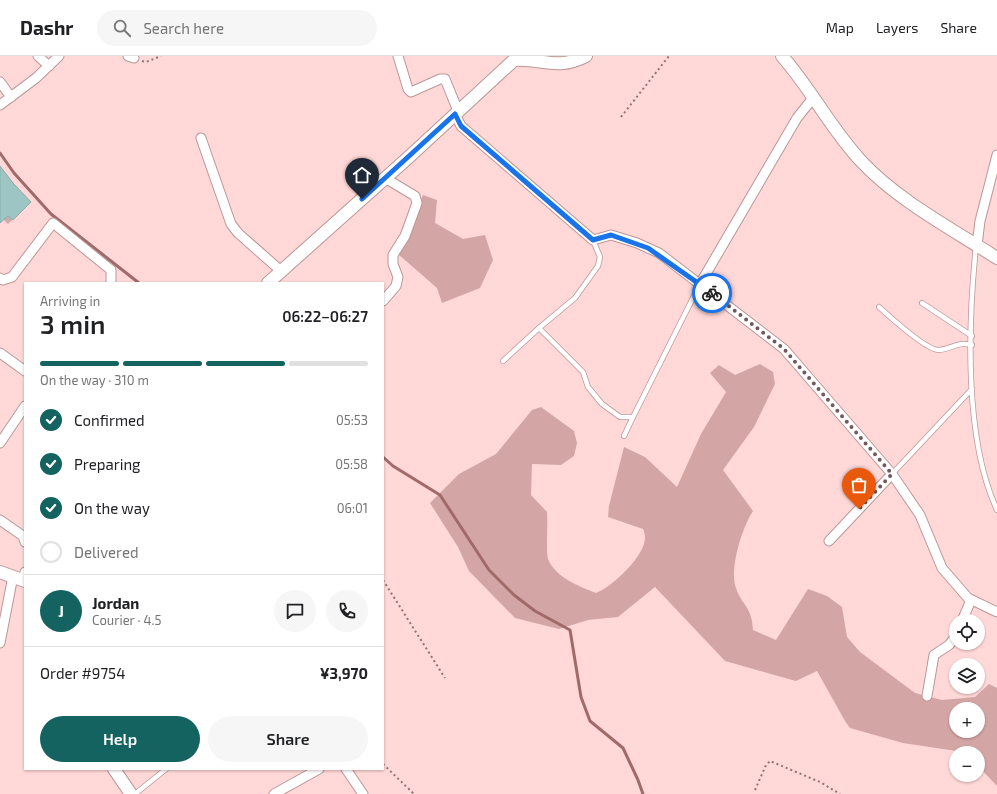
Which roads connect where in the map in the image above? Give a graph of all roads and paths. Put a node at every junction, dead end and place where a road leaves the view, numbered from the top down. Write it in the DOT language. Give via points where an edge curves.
graph roads {
  1 [pos="38,56"];
  2 [pos="59,56"];
  3 [pos="161,56"];
  4 [pos="398,56"];
  5 [pos="586,56"];
  6 [pos="669,56"];
  7 [pos="782,56"];
  8 [pos="131,57"];
  9 [pos="49,66"];
  10 [pos="0,82"];
  11 [pos="11,97"];
  12 [pos="813,98"];
  13 [pos="0,105"];
  14 [pos="457,112"];
  15 [pos="621,117"];
  16 [pos="201,138"];
  17 [pos="997,155"];
  18 [pos="385,178"];
  19 [pos="593,240"];
  20 [pos="977,245"];
  21 [pos="997,258"];
  22 [pos="0,278"];
  23 [pos="276,278"];
  24 [pos="110,282"];
  25 [pos="700,284"];
  26 [pos="384,300"];
  27 [pos="922,303"];
  28 [pos="879,307"];
  29 [pos="539,328"];
  30 [pos="972,336"];
  31 [pos="972,345"];
  32 [pos="0,353"];
  33 [pos="503,361"];
  34 [pos="24,370"];
  35 [pos="971,390"];
  36 [pos="24,407"];
  37 [pos="633,417"];
  38 [pos="624,436"];
  39 [pos="0,443"];
  40 [pos="892,474"];
  41 [pos="997,510"];
  42 [pos="0,520"];
  43 [pos="24,539"];
  44 [pos="829,541"];
  45 [pos="0,572"];
  46 [pos="21,577"];
  47 [pos="384,582"];
  48 [pos="972,600"];
  49 [pos="997,612"];
  50 [pos="965,614"];
  51 [pos="0,643"];
  52 [pos="949,645"];
  53 [pos="445,678"];
  54 [pos="927,696"];
  55 [pos="384,765"];
  56 [pos="115,770"];
  57 [pos="165,770"];
  58 [pos="317,770"];
  59 [pos="347,770"];
  60 [pos="755,790"];
  61 [pos="131,794"];
  62 [pos="135,794"];
  63 [pos="274,794"];
  64 [pos="363,794"];
  65 [pos="414,794"];
  66 [pos="840,794"];
  1 -- 9 [label="street"];
  2 -- 9 [label="street"];
  3 -- 8 [label="path" via="146,62"];
  4 -- 14 [label="street" via="411,92 440,78 445,79"];
  5 -- 14 [label="street" via="568,64 514,60"];
  6 -- 15 [label="path"];
  7 -- 12 [label="street"];
  9 -- 11 [label="street"];
  10 -- 11 [label="street"];
  11 -- 13 [label="street"];
  12 -- 20 [label="street" via="840,137 862,162 896,191"];
  12 -- 25 [label="street" via="797,118"];
  14 -- 18 [label="street"];
  14 -- 19 [label="street" via="461,126"];
  16 -- 23 [label="street" via="231,224"];
  17 -- 20 [label="street" via="980,221"];
  18 -- 23 [label="street"];
  18 -- 26 [label="street" via="415,196 417,203 406,236 393,255 398,277 396,286"];
  19 -- 25 [label="street" via="611,235 648,248"];
  19 -- 29 [label="lane" via="600,257 598,266 568,305"];
  20 -- 21 [label="street"];
  20 -- 30 [label="lane" via="972,288"];
  22 -- 24 [label="street" via="3,280 12,277 53,223 111,270"];
  25 -- 37 [label="lane"];
  25 -- 40 [label="street" via="784,349"];
  27 -- 30 [label="lane"];
  28 -- 31 [label="lane" via="932,349 939,350 963,343"];
  29 -- 33 [label="lane"];
  29 -- 37 [label="lane" via="583,372 588,387 602,404 620,417"];
  30 -- 31 [label="lane"];
  31 -- 35 [label="lane"];
  32 -- 34 [label="street"];
  35 -- 40 [label="lane"];
  35 -- 41 [label="lane" via="984,473"];
  36 -- 39 [label="street"];
  37 -- 38 [label="lane"];
  40 -- 44 [label="street"];
  40 -- 48 [label="street" via="920,515 942,568"];
  42 -- 43 [label="street"];
  45 -- 46 [label="street"];
  46 -- 51 [label="street"];
  47 -- 53 [label="path"];
  48 -- 49 [label="street"];
  48 -- 50 [label="street"];
  52 -- 54 [label="street" via="934,655"];
  55 -- 65 [label="path"];
  56 -- 61 [label="street"];
  57 -- 62 [label="lane"];
  58 -- 63 [label="street"];
  59 -- 64 [label="street"];
  60 -- 66 [label="path" via="770,761 820,782"];
}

WHAT YOU SHOULD DO: Return the listing above unaltered, omitting its pictures.

COMPLETED TASK:
Which roads connect where in the map in the image above? Give a graph of all roads and paths. Put a node at every junction, dead end and place where a road leaves the view, numbered from the top down. Write it in the DOT language. Give via points where an edge curves.
graph roads {
  1 [pos="38,56"];
  2 [pos="59,56"];
  3 [pos="161,56"];
  4 [pos="398,56"];
  5 [pos="586,56"];
  6 [pos="669,56"];
  7 [pos="782,56"];
  8 [pos="131,57"];
  9 [pos="49,66"];
  10 [pos="0,82"];
  11 [pos="11,97"];
  12 [pos="813,98"];
  13 [pos="0,105"];
  14 [pos="457,112"];
  15 [pos="621,117"];
  16 [pos="201,138"];
  17 [pos="997,155"];
  18 [pos="385,178"];
  19 [pos="593,240"];
  20 [pos="977,245"];
  21 [pos="997,258"];
  22 [pos="0,278"];
  23 [pos="276,278"];
  24 [pos="110,282"];
  25 [pos="700,284"];
  26 [pos="384,300"];
  27 [pos="922,303"];
  28 [pos="879,307"];
  29 [pos="539,328"];
  30 [pos="972,336"];
  31 [pos="972,345"];
  32 [pos="0,353"];
  33 [pos="503,361"];
  34 [pos="24,370"];
  35 [pos="971,390"];
  36 [pos="24,407"];
  37 [pos="633,417"];
  38 [pos="624,436"];
  39 [pos="0,443"];
  40 [pos="892,474"];
  41 [pos="997,510"];
  42 [pos="0,520"];
  43 [pos="24,539"];
  44 [pos="829,541"];
  45 [pos="0,572"];
  46 [pos="21,577"];
  47 [pos="384,582"];
  48 [pos="972,600"];
  49 [pos="997,612"];
  50 [pos="965,614"];
  51 [pos="0,643"];
  52 [pos="949,645"];
  53 [pos="445,678"];
  54 [pos="927,696"];
  55 [pos="384,765"];
  56 [pos="115,770"];
  57 [pos="165,770"];
  58 [pos="317,770"];
  59 [pos="347,770"];
  60 [pos="755,790"];
  61 [pos="131,794"];
  62 [pos="135,794"];
  63 [pos="274,794"];
  64 [pos="363,794"];
  65 [pos="414,794"];
  66 [pos="840,794"];
  1 -- 9 [label="street"];
  2 -- 9 [label="street"];
  3 -- 8 [label="path" via="146,62"];
  4 -- 14 [label="street" via="411,92 440,78 445,79"];
  5 -- 14 [label="street" via="568,64 514,60"];
  6 -- 15 [label="path"];
  7 -- 12 [label="street"];
  9 -- 11 [label="street"];
  10 -- 11 [label="street"];
  11 -- 13 [label="street"];
  12 -- 20 [label="street" via="840,137 862,162 896,191"];
  12 -- 25 [label="street" via="797,118"];
  14 -- 18 [label="street"];
  14 -- 19 [label="street" via="461,126"];
  16 -- 23 [label="street" via="231,224"];
  17 -- 20 [label="street" via="980,221"];
  18 -- 23 [label="street"];
  18 -- 26 [label="street" via="415,196 417,203 406,236 393,255 398,277 396,286"];
  19 -- 25 [label="street" via="611,235 648,248"];
  19 -- 29 [label="lane" via="600,257 598,266 568,305"];
  20 -- 21 [label="street"];
  20 -- 30 [label="lane" via="972,288"];
  22 -- 24 [label="street" via="3,280 12,277 53,223 111,270"];
  25 -- 37 [label="lane"];
  25 -- 40 [label="street" via="784,349"];
  27 -- 30 [label="lane"];
  28 -- 31 [label="lane" via="932,349 939,350 963,343"];
  29 -- 33 [label="lane"];
  29 -- 37 [label="lane" via="583,372 588,387 602,404 620,417"];
  30 -- 31 [label="lane"];
  31 -- 35 [label="lane"];
  32 -- 34 [label="street"];
  35 -- 40 [label="lane"];
  35 -- 41 [label="lane" via="984,473"];
  36 -- 39 [label="street"];
  37 -- 38 [label="lane"];
  40 -- 44 [label="street"];
  40 -- 48 [label="street" via="920,515 942,568"];
  42 -- 43 [label="street"];
  45 -- 46 [label="street"];
  46 -- 51 [label="street"];
  47 -- 53 [label="path"];
  48 -- 49 [label="street"];
  48 -- 50 [label="street"];
  52 -- 54 [label="street" via="934,655"];
  55 -- 65 [label="path"];
  56 -- 61 [label="street"];
  57 -- 62 [label="lane"];
  58 -- 63 [label="street"];
  59 -- 64 [label="street"];
  60 -- 66 [label="path" via="770,761 820,782"];
}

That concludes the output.